(Saved data entries)
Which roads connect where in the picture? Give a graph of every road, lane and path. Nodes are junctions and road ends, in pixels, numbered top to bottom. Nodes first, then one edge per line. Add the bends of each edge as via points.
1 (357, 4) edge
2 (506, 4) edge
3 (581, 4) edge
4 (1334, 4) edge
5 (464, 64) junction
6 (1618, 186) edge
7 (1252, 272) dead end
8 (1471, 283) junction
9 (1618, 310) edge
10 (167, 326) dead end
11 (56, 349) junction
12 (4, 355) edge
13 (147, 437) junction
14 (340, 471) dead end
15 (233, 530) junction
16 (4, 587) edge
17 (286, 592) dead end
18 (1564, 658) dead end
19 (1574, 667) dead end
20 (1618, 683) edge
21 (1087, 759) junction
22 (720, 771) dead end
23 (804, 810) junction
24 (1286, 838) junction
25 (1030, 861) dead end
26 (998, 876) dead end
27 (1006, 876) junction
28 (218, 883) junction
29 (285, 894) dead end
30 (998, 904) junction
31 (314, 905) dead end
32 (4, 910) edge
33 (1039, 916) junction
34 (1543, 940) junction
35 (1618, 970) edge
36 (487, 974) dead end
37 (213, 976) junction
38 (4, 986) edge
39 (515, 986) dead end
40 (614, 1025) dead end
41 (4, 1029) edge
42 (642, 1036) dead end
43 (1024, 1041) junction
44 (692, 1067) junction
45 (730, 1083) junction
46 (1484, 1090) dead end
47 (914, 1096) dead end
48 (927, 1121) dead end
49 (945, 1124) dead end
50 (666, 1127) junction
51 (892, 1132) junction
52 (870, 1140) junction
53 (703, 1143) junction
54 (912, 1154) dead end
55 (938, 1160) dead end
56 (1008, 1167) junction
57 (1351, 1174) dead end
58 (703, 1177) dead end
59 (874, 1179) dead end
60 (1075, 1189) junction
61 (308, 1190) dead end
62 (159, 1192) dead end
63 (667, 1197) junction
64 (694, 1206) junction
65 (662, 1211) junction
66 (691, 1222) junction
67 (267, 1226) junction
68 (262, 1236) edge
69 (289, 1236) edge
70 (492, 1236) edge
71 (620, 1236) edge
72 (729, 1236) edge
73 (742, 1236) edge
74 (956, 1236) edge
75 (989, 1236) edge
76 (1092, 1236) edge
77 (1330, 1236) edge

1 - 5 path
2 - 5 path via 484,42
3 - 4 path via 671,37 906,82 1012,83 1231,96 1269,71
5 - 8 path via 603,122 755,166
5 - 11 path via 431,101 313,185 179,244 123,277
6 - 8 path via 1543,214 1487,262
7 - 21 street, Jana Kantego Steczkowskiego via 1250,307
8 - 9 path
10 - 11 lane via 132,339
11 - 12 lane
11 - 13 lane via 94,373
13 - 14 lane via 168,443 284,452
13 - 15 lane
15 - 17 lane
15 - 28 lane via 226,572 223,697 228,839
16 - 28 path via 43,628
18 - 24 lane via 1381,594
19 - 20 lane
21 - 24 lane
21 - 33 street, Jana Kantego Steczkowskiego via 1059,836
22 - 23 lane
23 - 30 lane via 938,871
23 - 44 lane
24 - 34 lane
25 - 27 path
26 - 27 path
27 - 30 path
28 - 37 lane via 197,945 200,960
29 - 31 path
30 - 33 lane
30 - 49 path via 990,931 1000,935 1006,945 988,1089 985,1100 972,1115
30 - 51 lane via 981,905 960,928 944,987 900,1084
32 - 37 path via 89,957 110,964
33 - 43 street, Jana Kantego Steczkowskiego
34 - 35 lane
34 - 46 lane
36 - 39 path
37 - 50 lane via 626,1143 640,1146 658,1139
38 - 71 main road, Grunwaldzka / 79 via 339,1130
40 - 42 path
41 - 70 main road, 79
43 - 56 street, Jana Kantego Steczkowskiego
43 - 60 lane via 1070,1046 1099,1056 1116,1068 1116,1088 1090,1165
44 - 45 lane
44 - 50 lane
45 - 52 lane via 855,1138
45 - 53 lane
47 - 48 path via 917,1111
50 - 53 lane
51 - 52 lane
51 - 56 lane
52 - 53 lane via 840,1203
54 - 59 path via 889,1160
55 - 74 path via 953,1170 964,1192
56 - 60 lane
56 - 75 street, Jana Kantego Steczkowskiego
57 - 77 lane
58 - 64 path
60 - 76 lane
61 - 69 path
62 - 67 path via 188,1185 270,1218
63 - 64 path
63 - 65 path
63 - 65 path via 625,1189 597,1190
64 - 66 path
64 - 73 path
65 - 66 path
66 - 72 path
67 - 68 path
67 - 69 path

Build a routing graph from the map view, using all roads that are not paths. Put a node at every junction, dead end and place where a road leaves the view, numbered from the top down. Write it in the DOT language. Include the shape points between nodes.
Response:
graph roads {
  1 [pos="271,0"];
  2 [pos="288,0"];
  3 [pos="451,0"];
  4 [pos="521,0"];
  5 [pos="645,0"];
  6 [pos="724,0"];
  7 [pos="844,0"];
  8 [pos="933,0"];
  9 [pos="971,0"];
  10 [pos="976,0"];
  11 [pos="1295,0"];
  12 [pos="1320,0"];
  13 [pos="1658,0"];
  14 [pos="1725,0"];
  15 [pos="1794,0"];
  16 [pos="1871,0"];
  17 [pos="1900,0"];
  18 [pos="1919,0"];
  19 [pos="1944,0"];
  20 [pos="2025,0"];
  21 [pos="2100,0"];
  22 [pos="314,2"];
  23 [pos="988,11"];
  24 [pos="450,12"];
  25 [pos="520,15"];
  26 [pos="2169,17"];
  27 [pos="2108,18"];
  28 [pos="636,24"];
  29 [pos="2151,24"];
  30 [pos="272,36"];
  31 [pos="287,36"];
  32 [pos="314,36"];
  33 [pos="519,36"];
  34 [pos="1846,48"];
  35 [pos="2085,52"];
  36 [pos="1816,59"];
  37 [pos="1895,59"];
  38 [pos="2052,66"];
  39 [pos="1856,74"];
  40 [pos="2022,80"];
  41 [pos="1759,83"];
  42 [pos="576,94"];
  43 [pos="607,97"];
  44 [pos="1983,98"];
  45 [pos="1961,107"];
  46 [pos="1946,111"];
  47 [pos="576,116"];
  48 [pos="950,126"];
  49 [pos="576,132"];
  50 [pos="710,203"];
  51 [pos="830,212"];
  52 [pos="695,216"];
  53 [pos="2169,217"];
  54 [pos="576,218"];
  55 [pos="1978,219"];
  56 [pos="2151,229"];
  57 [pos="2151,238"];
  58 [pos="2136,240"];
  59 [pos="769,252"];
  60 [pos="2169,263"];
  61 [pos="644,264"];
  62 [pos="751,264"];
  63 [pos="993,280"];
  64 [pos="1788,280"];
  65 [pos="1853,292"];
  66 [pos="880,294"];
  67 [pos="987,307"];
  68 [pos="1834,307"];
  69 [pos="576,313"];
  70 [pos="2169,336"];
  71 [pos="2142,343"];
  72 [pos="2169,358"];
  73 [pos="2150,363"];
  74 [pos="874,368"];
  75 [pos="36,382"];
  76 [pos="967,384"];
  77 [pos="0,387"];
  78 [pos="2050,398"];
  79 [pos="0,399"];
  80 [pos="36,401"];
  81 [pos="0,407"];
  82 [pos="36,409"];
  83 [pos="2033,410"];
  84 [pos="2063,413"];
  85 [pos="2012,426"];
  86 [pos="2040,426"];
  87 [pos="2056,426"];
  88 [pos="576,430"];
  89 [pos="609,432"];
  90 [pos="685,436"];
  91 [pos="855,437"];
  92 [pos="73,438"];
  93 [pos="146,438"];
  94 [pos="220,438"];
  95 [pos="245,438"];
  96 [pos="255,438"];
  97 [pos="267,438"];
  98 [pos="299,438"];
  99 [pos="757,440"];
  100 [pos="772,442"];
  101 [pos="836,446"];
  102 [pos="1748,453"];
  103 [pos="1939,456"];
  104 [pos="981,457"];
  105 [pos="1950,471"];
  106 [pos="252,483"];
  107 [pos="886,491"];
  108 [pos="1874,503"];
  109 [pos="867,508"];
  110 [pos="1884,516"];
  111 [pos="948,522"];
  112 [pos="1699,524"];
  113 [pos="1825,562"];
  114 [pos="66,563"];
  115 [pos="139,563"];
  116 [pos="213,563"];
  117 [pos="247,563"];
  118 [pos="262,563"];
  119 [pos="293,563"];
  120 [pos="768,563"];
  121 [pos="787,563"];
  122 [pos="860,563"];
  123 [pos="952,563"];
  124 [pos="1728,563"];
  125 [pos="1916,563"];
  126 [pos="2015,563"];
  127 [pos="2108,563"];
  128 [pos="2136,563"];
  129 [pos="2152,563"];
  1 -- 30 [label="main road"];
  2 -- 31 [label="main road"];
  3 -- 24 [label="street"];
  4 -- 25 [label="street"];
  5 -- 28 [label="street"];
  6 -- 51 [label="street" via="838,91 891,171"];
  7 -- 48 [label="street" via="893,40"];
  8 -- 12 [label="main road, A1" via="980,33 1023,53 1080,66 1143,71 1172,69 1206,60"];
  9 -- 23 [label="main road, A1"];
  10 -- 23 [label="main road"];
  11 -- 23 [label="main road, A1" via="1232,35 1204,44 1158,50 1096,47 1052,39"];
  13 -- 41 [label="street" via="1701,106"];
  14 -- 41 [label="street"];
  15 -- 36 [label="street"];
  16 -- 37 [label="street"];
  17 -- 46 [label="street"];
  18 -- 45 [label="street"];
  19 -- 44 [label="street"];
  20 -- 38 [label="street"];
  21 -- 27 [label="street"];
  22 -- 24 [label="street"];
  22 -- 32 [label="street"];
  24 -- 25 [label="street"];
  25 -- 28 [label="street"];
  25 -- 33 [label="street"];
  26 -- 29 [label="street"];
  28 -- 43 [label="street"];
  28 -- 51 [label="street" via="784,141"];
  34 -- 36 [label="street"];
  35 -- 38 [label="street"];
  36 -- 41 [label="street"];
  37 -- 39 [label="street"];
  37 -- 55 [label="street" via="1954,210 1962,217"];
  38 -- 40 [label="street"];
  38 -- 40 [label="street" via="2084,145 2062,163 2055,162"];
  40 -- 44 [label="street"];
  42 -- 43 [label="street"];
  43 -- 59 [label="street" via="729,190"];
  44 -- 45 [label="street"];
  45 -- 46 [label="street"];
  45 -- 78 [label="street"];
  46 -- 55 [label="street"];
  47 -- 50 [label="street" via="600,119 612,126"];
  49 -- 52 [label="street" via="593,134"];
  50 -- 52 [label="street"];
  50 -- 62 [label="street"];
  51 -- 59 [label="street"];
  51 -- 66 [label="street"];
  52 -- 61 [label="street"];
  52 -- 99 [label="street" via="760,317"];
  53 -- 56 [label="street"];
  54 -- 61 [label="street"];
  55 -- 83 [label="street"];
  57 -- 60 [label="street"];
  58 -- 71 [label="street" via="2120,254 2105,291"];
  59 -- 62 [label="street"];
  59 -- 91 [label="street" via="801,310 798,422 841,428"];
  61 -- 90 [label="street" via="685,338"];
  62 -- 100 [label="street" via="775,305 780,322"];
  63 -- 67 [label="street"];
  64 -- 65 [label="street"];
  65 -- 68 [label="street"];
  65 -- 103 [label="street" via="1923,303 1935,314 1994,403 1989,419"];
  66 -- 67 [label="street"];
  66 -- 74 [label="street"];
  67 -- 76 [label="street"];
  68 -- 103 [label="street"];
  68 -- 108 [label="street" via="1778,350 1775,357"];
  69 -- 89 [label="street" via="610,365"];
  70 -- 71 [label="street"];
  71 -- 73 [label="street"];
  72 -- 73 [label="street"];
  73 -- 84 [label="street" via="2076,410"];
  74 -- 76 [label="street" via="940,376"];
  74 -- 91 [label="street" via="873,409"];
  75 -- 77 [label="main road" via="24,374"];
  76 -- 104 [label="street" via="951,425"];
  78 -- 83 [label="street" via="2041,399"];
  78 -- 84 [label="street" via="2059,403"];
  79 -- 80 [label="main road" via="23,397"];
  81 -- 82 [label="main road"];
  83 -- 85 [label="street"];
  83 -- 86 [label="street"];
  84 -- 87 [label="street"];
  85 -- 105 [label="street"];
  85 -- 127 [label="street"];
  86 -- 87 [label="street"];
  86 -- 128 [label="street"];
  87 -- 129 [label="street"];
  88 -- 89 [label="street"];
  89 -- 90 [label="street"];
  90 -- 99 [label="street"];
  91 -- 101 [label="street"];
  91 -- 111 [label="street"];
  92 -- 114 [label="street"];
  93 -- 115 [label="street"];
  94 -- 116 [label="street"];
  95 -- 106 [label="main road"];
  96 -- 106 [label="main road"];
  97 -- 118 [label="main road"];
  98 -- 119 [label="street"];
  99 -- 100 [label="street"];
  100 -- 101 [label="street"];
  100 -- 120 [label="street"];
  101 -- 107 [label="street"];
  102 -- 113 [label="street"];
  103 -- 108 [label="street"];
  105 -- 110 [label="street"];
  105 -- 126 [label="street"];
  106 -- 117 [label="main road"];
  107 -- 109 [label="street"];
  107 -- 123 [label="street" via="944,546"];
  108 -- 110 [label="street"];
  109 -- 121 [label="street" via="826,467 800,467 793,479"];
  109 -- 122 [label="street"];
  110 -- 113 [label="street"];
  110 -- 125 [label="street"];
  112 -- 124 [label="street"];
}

▶ Instructions to follow
Find every line above that includes the word "Jana" and report only how many there are.

▶ Result of this task
5